Briefly, in IAGLIYDW, Seth the character, is tracking down an obscure--and fictitious--Canadian gag-cartoonist by the name of Kalo, aka Jack Kalloway, that in effect is an exploration of art and artistic legacy. Throughout the ongoing search to find this elusive Kalo, the character Seth, through the author Seth, treats us to a narrative that seeks to discover the fading past and justifies his own ever-present dissatisfaction with present day existence. Again, both Seth the character, and Seth the author, dissociate from the ongoing advancement of today's society and in this instance we are privy to Seth's subtle commentary that nostalgia and/or the past is already a construct, rather than a reality.
(From Its a Good Life if You Don't Weaken, by Seth, 2011, p. 43)
The documentary Short documentary on Toronto Graphic Novelist, Seth, https://www.youtube.com/watch?v=_Rjy3c2YFZI recreates a film from an era long ago; the film looks as though it has suffered over time. The soundtrack harkens to the Jazz clubs of the 30's and 40's. This documentary also examines IAGLIYDW and Seth's attraction to the Pop Culture of the past. We visit Seth in his home, and it is clear from his manner of dress (yes he does indeed dress like this all the time) Seth has recreated himself in the image of a man from the 1930's. He addresses how, in his opinion, 'Culture' has "become increasingly cheap and vulgar as years go by. The quality of the Pop Culture that they are selling us is a very shoddy bill of goods that we are just accepting because we are trained to." Much of society then, to Seth's way of thinking, is simply composed of passive consumers and the products available to society lack any true value. This documentary clearly showcases Seth's drawing techniques, his attention to detail, further reinforcing his position regarding the value contained within today's Pop Culture media.

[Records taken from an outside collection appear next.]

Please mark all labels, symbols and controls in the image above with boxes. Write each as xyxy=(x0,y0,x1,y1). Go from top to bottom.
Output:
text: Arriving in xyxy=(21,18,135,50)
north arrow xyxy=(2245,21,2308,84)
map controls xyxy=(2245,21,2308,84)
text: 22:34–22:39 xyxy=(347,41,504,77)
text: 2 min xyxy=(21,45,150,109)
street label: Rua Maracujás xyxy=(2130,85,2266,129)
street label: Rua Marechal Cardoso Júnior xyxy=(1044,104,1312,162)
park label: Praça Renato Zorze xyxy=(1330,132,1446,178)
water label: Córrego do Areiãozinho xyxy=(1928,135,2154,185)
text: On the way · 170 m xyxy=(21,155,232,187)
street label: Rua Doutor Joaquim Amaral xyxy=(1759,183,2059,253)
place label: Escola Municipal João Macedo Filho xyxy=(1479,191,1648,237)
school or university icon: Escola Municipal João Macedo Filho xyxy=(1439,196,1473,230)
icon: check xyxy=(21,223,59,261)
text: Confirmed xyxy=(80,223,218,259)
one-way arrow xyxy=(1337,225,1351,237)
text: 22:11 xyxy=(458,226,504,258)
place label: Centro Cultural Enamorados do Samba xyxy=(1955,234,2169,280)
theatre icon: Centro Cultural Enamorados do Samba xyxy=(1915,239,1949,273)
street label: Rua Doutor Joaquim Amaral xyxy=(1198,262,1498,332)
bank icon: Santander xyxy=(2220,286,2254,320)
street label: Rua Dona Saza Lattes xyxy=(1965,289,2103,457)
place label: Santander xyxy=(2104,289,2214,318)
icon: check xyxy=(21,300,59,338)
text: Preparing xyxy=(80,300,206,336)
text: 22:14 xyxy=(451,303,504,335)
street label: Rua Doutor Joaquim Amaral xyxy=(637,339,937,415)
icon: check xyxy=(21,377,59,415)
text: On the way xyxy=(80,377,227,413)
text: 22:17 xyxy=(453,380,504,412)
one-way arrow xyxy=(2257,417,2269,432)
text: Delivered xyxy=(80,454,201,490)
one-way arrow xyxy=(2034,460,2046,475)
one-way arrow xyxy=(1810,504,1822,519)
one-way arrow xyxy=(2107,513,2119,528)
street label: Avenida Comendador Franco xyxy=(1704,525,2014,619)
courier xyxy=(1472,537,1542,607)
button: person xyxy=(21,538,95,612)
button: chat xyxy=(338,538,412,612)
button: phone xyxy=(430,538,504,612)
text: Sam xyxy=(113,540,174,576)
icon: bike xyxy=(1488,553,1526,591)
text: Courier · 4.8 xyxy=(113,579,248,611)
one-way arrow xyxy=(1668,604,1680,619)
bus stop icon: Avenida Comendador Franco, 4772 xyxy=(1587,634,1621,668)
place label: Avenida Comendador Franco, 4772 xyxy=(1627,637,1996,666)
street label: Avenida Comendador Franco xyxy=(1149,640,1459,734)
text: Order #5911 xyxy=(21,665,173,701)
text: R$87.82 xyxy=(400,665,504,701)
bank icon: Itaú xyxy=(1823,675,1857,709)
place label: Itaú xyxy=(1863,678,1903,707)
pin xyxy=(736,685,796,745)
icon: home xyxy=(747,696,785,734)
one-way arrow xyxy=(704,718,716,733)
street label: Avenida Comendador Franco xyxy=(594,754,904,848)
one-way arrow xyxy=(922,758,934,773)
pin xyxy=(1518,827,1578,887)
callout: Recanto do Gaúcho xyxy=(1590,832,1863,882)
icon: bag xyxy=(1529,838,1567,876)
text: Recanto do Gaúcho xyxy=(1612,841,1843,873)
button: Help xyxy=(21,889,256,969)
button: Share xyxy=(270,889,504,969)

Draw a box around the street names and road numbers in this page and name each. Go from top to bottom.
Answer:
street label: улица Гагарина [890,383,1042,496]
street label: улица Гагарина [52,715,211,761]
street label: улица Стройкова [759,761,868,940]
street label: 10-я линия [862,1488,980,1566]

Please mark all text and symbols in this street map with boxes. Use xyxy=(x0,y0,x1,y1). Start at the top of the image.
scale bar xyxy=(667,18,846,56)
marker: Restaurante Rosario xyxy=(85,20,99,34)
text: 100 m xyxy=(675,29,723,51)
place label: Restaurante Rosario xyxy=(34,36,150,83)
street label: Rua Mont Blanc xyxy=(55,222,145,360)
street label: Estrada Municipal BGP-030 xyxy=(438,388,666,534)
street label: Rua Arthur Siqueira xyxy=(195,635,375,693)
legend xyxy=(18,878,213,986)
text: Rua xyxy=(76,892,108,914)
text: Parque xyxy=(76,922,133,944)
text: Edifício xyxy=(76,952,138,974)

In another video, taken during Seth's interview with Jian Ghomeshi for CBC Radio's program Q (feel free to skip to the 6 minute mark) https://www.youtube.com/watch?v=_m5D9kGmxlk, Seth discusses his work, describing it "is about people going over their lives. I don't think it is about longing for a golden age" ... "I make it a point to really clearly show that I am confused, that I don't know what I really think about this time period"... "but not seeing it as some sort of, you know, beautiful golden age". Seth concludes the interview stating that he does think there has been a cultural decline that depresses him.
Seth perpetuates this construct of the past in his attempts to create an artistic alternative to our present day now (Hoffman, E. & Grace, D., 2015, p. 219). Reclaiming the aesthetics and ideas from the past would, according to Seth, improve our present day existence (Hoffman, E. & Grace, D., 2015, p. 219). Seth believes that this utopian alternative present day, were he to create it "would be something incorporating favourite elements from the past --aesthetics from the past, ideas form the past" (Hoffman, E. & Grace, D., 2015, p. 219). However, Seth himself contradicts his own ideology, through his creativity, the clean lines in his artistry, his choice of presentation: paper, book size, and packaging; there is no present day decay in quality nor does Seth produce a "shoddy bill of goods" with his comic material. The following that consumes Seth's Graphic Novels quite obviously consciously chooses to purchase his product rather than a substandard alternative. Seth himself, in a very meta way, is motivated by what he perceives as lacking in today's society in actuality provides consumers of his media with superior consumer goods, outperforming that which was available in the very era that he himself seeks to immortalize. Seth, through his artistry, passionately applying his knowledge of the past, in concert with the materials and resources we have in the the present day publishing houses is in effect creating his own "utopian" Pop Culture media.
Works Cited:
Hoffman, Eric and Grace, Dominick, eds. Seth Conversations. USA: University Press of Mississippi, 2015. Print.